[Recorded data]
= Beginning of Section =

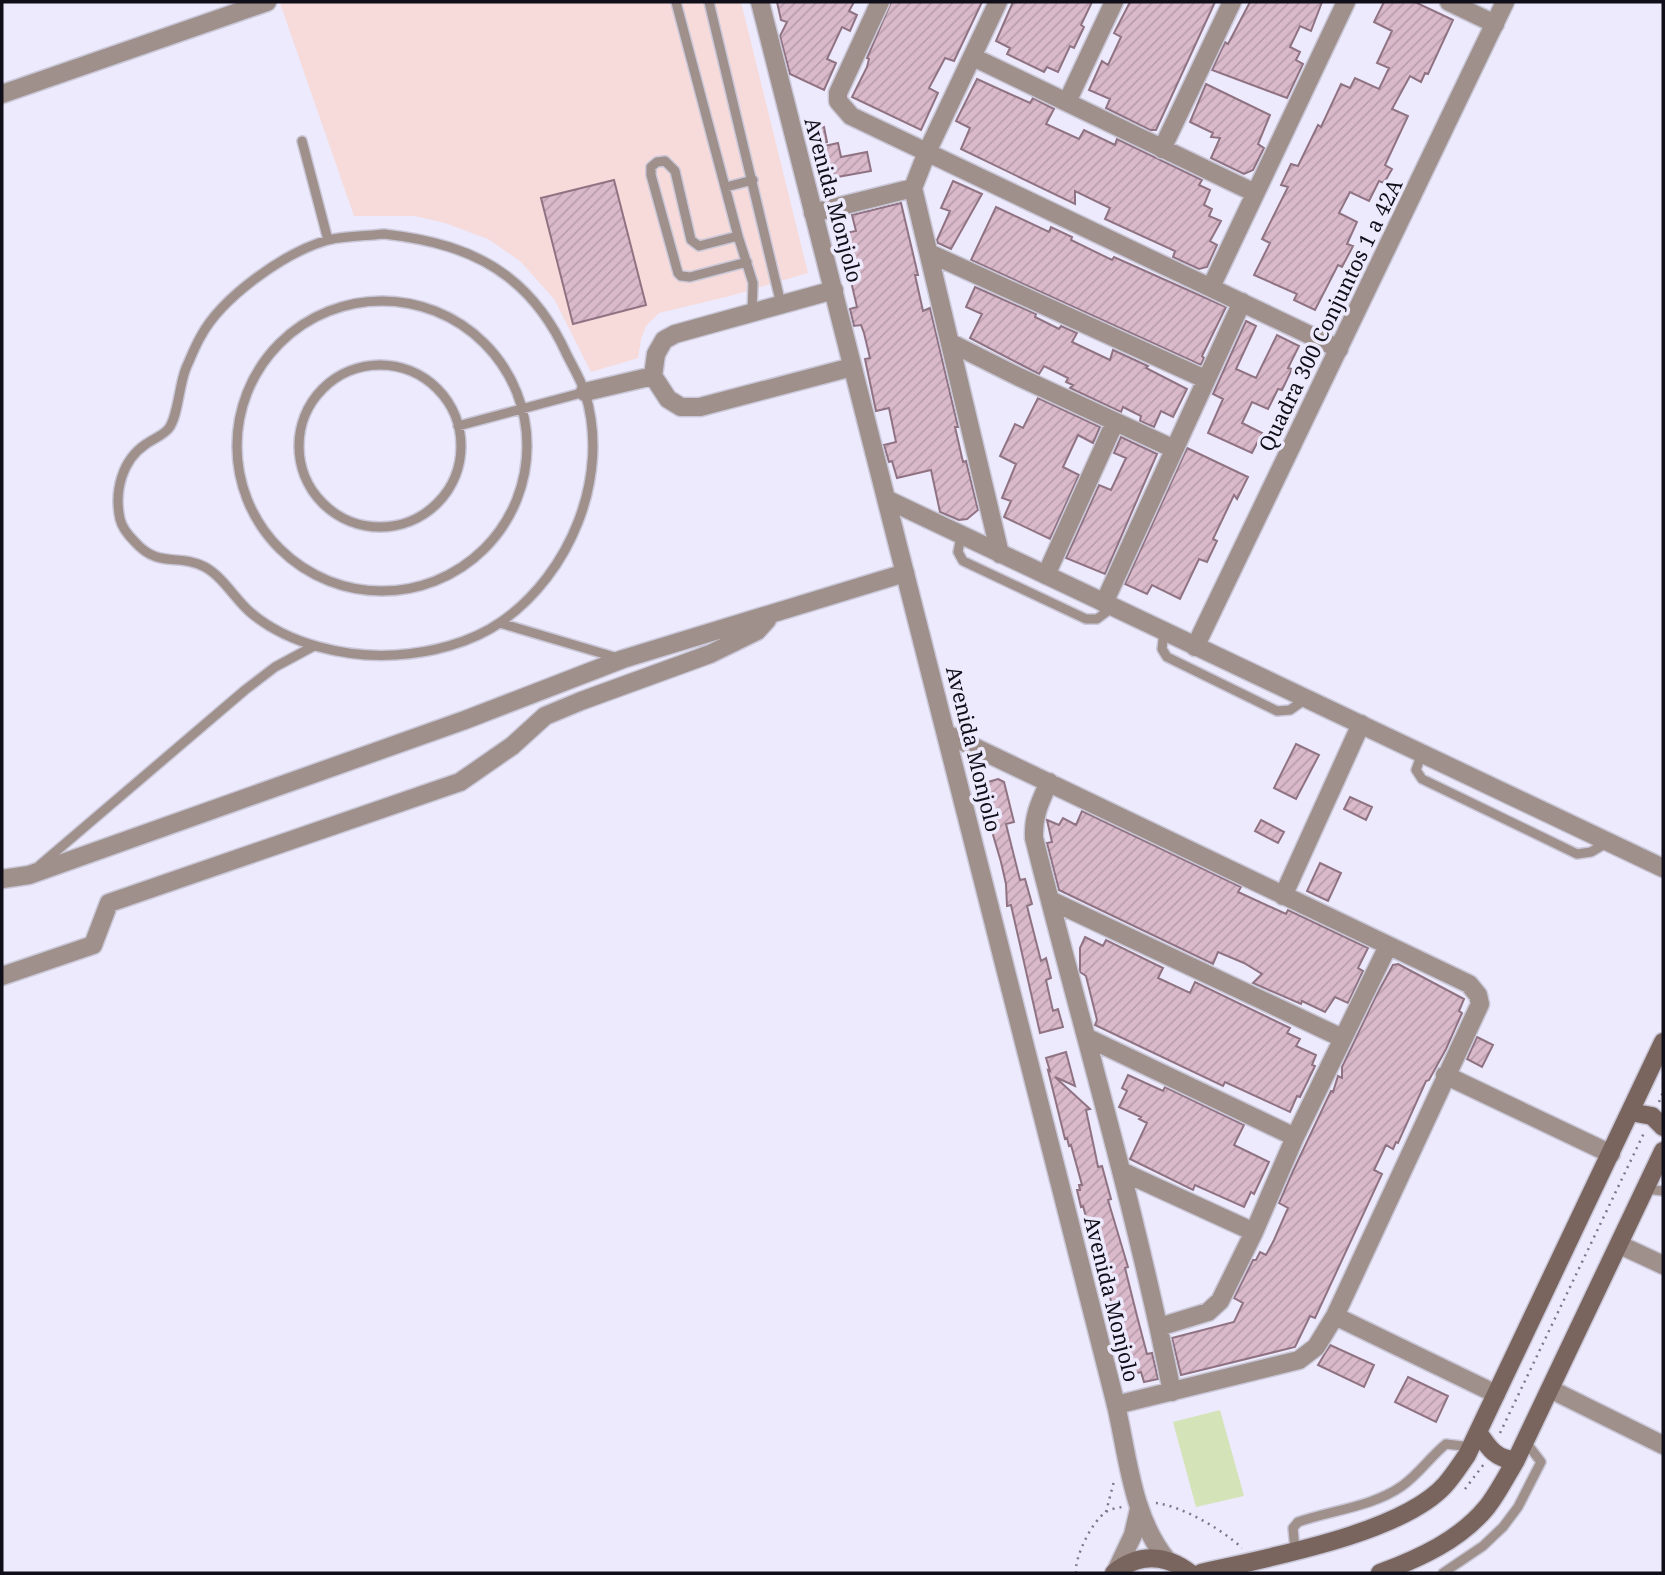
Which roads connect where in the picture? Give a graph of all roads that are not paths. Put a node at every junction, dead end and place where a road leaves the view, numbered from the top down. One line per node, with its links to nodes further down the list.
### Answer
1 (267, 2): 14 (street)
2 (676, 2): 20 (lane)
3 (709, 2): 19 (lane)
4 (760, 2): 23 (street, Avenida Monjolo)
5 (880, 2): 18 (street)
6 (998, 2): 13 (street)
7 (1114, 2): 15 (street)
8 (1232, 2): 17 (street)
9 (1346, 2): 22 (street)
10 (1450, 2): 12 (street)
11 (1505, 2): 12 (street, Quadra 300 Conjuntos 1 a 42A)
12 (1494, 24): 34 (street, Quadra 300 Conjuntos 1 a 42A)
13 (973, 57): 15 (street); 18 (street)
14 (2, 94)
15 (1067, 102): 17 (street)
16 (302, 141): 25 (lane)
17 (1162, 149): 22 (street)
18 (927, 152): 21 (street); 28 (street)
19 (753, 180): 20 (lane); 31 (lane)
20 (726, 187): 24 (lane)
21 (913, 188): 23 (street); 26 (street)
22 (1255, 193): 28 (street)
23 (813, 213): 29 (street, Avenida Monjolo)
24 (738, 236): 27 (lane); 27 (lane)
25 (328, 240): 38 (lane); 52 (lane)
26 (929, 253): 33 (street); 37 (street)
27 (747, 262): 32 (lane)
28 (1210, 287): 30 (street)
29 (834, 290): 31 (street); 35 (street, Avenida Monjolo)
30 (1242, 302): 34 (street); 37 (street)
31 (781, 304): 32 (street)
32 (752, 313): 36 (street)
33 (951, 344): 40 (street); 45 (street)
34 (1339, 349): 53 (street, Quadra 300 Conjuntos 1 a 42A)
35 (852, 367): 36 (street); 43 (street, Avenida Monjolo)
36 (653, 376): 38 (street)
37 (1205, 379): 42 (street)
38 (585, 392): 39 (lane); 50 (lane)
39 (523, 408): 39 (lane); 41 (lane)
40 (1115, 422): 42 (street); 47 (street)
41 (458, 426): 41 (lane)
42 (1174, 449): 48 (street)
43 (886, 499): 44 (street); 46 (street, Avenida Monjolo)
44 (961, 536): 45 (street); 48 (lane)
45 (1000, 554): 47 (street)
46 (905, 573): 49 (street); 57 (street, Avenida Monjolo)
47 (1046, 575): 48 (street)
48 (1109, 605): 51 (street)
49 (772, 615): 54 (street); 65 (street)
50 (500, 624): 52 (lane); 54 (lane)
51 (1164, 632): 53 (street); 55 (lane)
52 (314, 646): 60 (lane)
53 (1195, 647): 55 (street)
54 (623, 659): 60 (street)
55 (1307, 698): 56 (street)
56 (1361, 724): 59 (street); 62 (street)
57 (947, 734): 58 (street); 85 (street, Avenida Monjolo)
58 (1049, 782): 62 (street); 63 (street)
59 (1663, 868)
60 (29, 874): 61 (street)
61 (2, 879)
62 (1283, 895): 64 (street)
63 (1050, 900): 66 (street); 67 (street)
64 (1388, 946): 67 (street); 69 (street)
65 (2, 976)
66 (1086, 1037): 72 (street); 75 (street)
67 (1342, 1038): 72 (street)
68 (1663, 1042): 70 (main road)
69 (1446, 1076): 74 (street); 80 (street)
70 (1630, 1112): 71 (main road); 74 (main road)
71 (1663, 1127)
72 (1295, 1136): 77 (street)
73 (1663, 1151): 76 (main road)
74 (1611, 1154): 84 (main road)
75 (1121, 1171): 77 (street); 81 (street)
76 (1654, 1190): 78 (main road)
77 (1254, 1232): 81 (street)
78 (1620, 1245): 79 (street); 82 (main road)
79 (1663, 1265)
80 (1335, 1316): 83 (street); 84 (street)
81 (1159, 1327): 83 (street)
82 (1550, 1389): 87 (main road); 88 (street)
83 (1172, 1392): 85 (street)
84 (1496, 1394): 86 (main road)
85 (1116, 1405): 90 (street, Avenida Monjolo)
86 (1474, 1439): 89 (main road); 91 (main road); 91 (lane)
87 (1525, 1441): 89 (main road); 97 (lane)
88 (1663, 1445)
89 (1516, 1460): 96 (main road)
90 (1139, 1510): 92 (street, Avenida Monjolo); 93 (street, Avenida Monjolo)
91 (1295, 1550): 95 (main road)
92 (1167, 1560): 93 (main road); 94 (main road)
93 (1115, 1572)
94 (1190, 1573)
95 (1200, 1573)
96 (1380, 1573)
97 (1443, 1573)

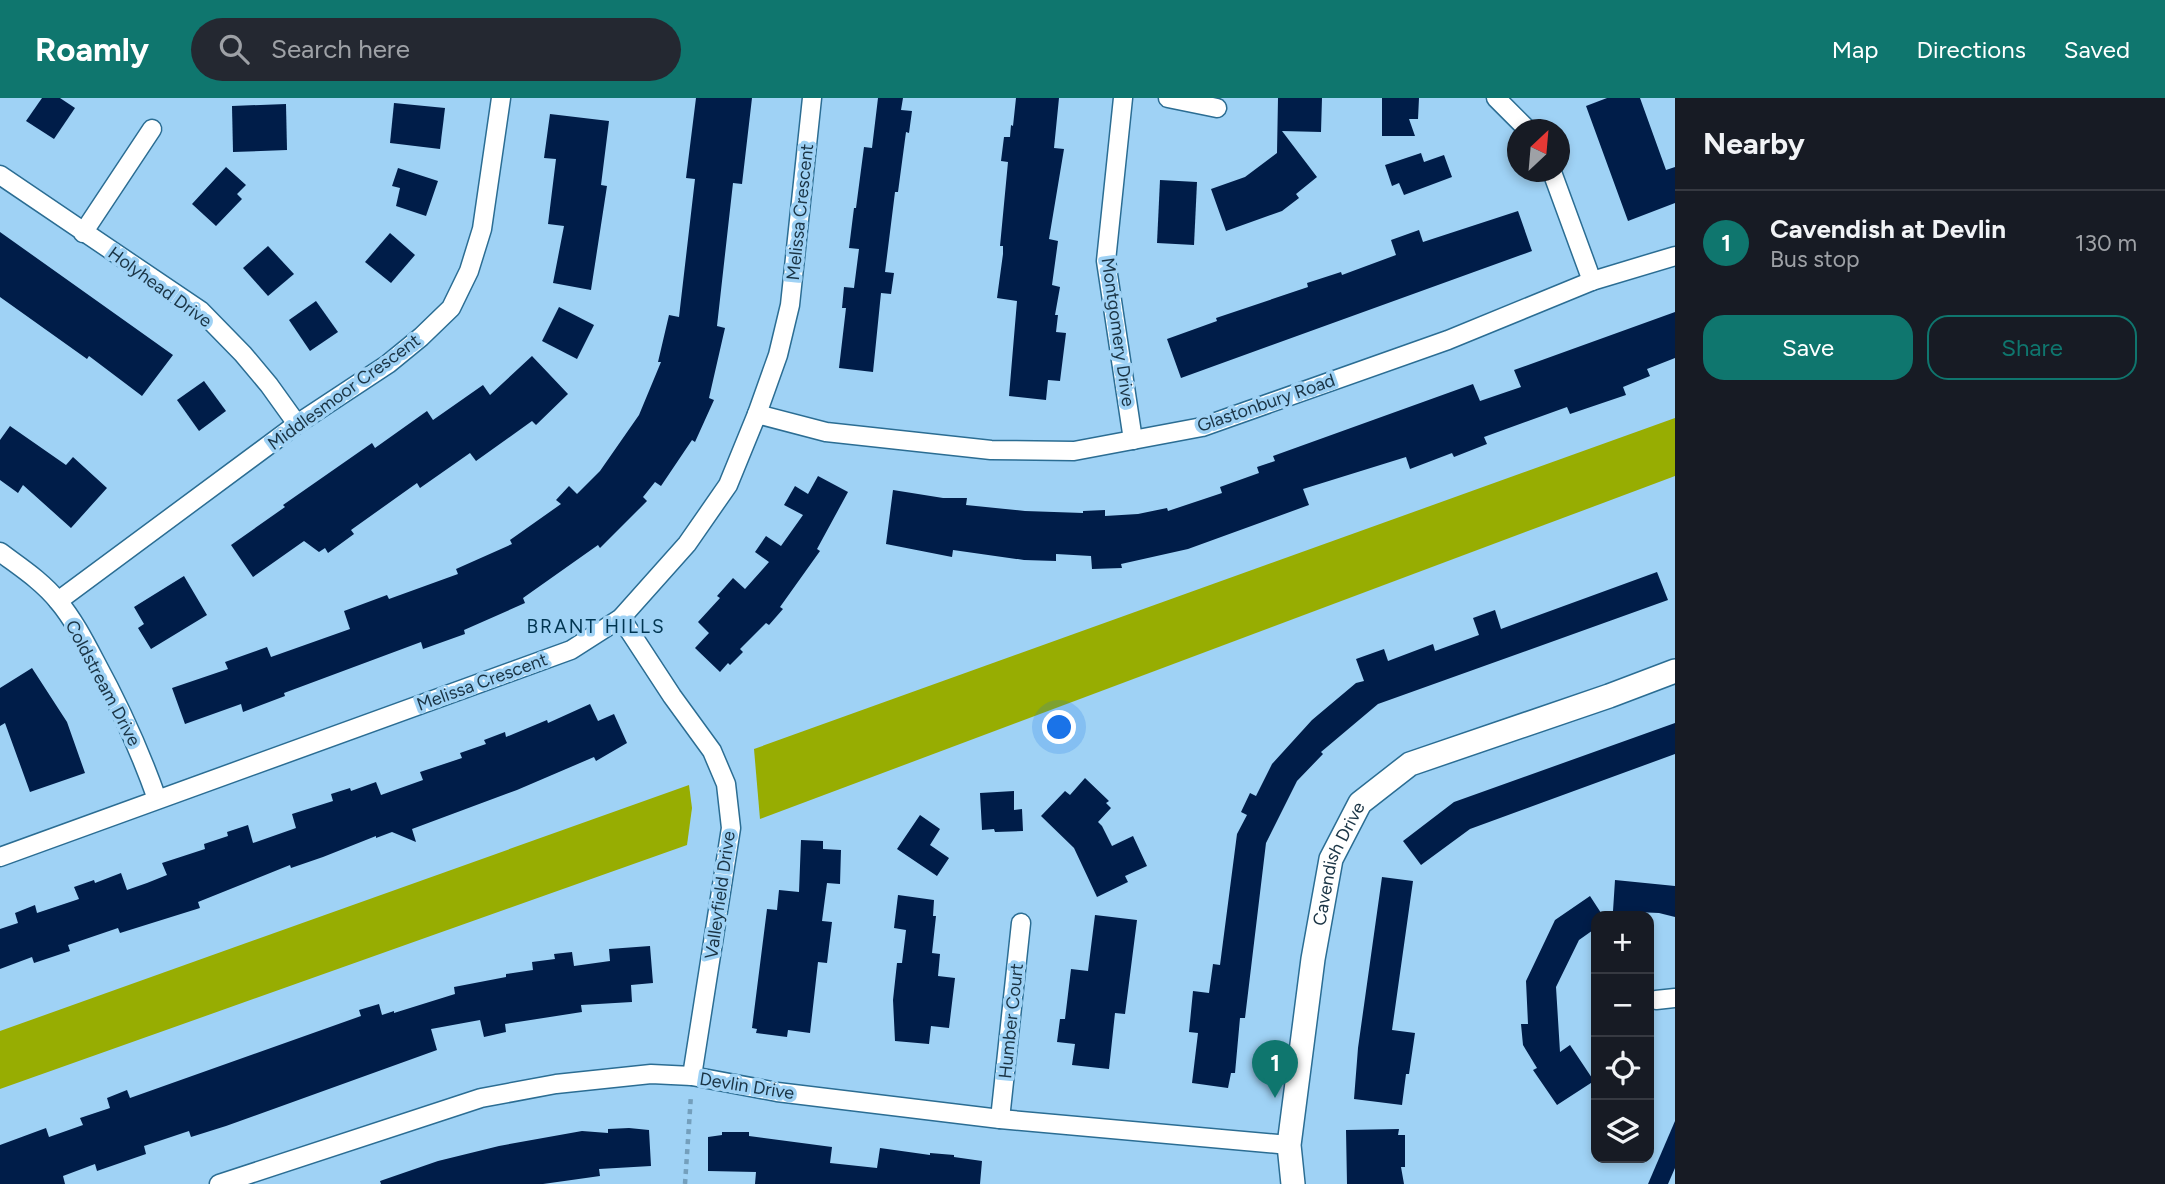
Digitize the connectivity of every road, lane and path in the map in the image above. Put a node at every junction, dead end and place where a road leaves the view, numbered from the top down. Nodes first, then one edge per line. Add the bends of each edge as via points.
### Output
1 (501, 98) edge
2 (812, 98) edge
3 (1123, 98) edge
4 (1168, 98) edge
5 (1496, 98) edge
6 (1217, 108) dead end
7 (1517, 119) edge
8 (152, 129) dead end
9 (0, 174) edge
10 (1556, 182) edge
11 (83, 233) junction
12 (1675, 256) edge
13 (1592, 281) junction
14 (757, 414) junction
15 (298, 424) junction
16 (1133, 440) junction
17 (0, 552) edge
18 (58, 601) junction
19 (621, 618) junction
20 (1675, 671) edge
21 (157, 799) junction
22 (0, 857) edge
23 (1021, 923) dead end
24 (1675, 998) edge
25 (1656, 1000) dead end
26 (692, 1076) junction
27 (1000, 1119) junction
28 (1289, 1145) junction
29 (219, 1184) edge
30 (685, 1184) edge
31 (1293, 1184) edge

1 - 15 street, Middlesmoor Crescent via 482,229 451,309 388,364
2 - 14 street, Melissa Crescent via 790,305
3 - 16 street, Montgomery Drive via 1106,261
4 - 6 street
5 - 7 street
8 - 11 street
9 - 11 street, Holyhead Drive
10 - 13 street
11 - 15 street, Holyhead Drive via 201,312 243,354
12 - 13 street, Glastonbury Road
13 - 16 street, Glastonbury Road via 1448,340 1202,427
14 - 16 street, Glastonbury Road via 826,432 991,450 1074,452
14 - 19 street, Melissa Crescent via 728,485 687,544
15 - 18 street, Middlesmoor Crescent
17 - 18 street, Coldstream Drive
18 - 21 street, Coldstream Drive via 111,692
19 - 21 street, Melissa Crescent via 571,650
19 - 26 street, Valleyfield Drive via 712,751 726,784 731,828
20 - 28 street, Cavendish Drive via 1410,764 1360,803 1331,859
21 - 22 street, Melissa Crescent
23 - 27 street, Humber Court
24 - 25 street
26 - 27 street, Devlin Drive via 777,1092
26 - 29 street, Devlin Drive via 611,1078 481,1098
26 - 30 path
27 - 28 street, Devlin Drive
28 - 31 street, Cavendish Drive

= End of Section =

▶ [PROBLEM STATEMENT] Your copy must match the records above exactly, apart from the pictures, which are excluded.

▶ [WRITTEN SOLUTION]
Which roads connect where in the picture? Give a graph of all roads that are not paths. Put a node at every junction, dead end and place where a road leaves the view, numbered from the top down. One line per node, with its links to nodes further down the list.
### Answer
1 (267, 2): 14 (street)
2 (676, 2): 20 (lane)
3 (709, 2): 19 (lane)
4 (760, 2): 23 (street, Avenida Monjolo)
5 (880, 2): 18 (street)
6 (998, 2): 13 (street)
7 (1114, 2): 15 (street)
8 (1232, 2): 17 (street)
9 (1346, 2): 22 (street)
10 (1450, 2): 12 (street)
11 (1505, 2): 12 (street, Quadra 300 Conjuntos 1 a 42A)
12 (1494, 24): 34 (street, Quadra 300 Conjuntos 1 a 42A)
13 (973, 57): 15 (street); 18 (street)
14 (2, 94)
15 (1067, 102): 17 (street)
16 (302, 141): 25 (lane)
17 (1162, 149): 22 (street)
18 (927, 152): 21 (street); 28 (street)
19 (753, 180): 20 (lane); 31 (lane)
20 (726, 187): 24 (lane)
21 (913, 188): 23 (street); 26 (street)
22 (1255, 193): 28 (street)
23 (813, 213): 29 (street, Avenida Monjolo)
24 (738, 236): 27 (lane); 27 (lane)
25 (328, 240): 38 (lane); 52 (lane)
26 (929, 253): 33 (street); 37 (street)
27 (747, 262): 32 (lane)
28 (1210, 287): 30 (street)
29 (834, 290): 31 (street); 35 (street, Avenida Monjolo)
30 (1242, 302): 34 (street); 37 (street)
31 (781, 304): 32 (street)
32 (752, 313): 36 (street)
33 (951, 344): 40 (street); 45 (street)
34 (1339, 349): 53 (street, Quadra 300 Conjuntos 1 a 42A)
35 (852, 367): 36 (street); 43 (street, Avenida Monjolo)
36 (653, 376): 38 (street)
37 (1205, 379): 42 (street)
38 (585, 392): 39 (lane); 50 (lane)
39 (523, 408): 39 (lane); 41 (lane)
40 (1115, 422): 42 (street); 47 (street)
41 (458, 426): 41 (lane)
42 (1174, 449): 48 (street)
43 (886, 499): 44 (street); 46 (street, Avenida Monjolo)
44 (961, 536): 45 (street); 48 (lane)
45 (1000, 554): 47 (street)
46 (905, 573): 49 (street); 57 (street, Avenida Monjolo)
47 (1046, 575): 48 (street)
48 (1109, 605): 51 (street)
49 (772, 615): 54 (street); 65 (street)
50 (500, 624): 52 (lane); 54 (lane)
51 (1164, 632): 53 (street); 55 (lane)
52 (314, 646): 60 (lane)
53 (1195, 647): 55 (street)
54 (623, 659): 60 (street)
55 (1307, 698): 56 (street)
56 (1361, 724): 59 (street); 62 (street)
57 (947, 734): 58 (street); 85 (street, Avenida Monjolo)
58 (1049, 782): 62 (street); 63 (street)
59 (1663, 868)
60 (29, 874): 61 (street)
61 (2, 879)
62 (1283, 895): 64 (street)
63 (1050, 900): 66 (street); 67 (street)
64 (1388, 946): 67 (street); 69 (street)
65 (2, 976)
66 (1086, 1037): 72 (street); 75 (street)
67 (1342, 1038): 72 (street)
68 (1663, 1042): 70 (main road)
69 (1446, 1076): 74 (street); 80 (street)
70 (1630, 1112): 71 (main road); 74 (main road)
71 (1663, 1127)
72 (1295, 1136): 77 (street)
73 (1663, 1151): 76 (main road)
74 (1611, 1154): 84 (main road)
75 (1121, 1171): 77 (street); 81 (street)
76 (1654, 1190): 78 (main road)
77 (1254, 1232): 81 (street)
78 (1620, 1245): 79 (street); 82 (main road)
79 (1663, 1265)
80 (1335, 1316): 83 (street); 84 (street)
81 (1159, 1327): 83 (street)
82 (1550, 1389): 87 (main road); 88 (street)
83 (1172, 1392): 85 (street)
84 (1496, 1394): 86 (main road)
85 (1116, 1405): 90 (street, Avenida Monjolo)
86 (1474, 1439): 89 (main road); 91 (main road); 91 (lane)
87 (1525, 1441): 89 (main road); 97 (lane)
88 (1663, 1445)
89 (1516, 1460): 96 (main road)
90 (1139, 1510): 92 (street, Avenida Monjolo); 93 (street, Avenida Monjolo)
91 (1295, 1550): 95 (main road)
92 (1167, 1560): 93 (main road); 94 (main road)
93 (1115, 1572)
94 (1190, 1573)
95 (1200, 1573)
96 (1380, 1573)
97 (1443, 1573)

Digitize the connectivity of every road, lane and path in the map in the image above. Put a node at every junction, dead end and place where a road leaves the view, numbered from the top down. Nodes first, then one edge per line. Add the bends of each edge as via points.
### Output
1 (501, 98) edge
2 (812, 98) edge
3 (1123, 98) edge
4 (1168, 98) edge
5 (1496, 98) edge
6 (1217, 108) dead end
7 (1517, 119) edge
8 (152, 129) dead end
9 (0, 174) edge
10 (1556, 182) edge
11 (83, 233) junction
12 (1675, 256) edge
13 (1592, 281) junction
14 (757, 414) junction
15 (298, 424) junction
16 (1133, 440) junction
17 (0, 552) edge
18 (58, 601) junction
19 (621, 618) junction
20 (1675, 671) edge
21 (157, 799) junction
22 (0, 857) edge
23 (1021, 923) dead end
24 (1675, 998) edge
25 (1656, 1000) dead end
26 (692, 1076) junction
27 (1000, 1119) junction
28 (1289, 1145) junction
29 (219, 1184) edge
30 (685, 1184) edge
31 (1293, 1184) edge

1 - 15 street, Middlesmoor Crescent via 482,229 451,309 388,364
2 - 14 street, Melissa Crescent via 790,305
3 - 16 street, Montgomery Drive via 1106,261
4 - 6 street
5 - 7 street
8 - 11 street
9 - 11 street, Holyhead Drive
10 - 13 street
11 - 15 street, Holyhead Drive via 201,312 243,354
12 - 13 street, Glastonbury Road
13 - 16 street, Glastonbury Road via 1448,340 1202,427
14 - 16 street, Glastonbury Road via 826,432 991,450 1074,452
14 - 19 street, Melissa Crescent via 728,485 687,544
15 - 18 street, Middlesmoor Crescent
17 - 18 street, Coldstream Drive
18 - 21 street, Coldstream Drive via 111,692
19 - 21 street, Melissa Crescent via 571,650
19 - 26 street, Valleyfield Drive via 712,751 726,784 731,828
20 - 28 street, Cavendish Drive via 1410,764 1360,803 1331,859
21 - 22 street, Melissa Crescent
23 - 27 street, Humber Court
24 - 25 street
26 - 27 street, Devlin Drive via 777,1092
26 - 29 street, Devlin Drive via 611,1078 481,1098
26 - 30 path
27 - 28 street, Devlin Drive
28 - 31 street, Cavendish Drive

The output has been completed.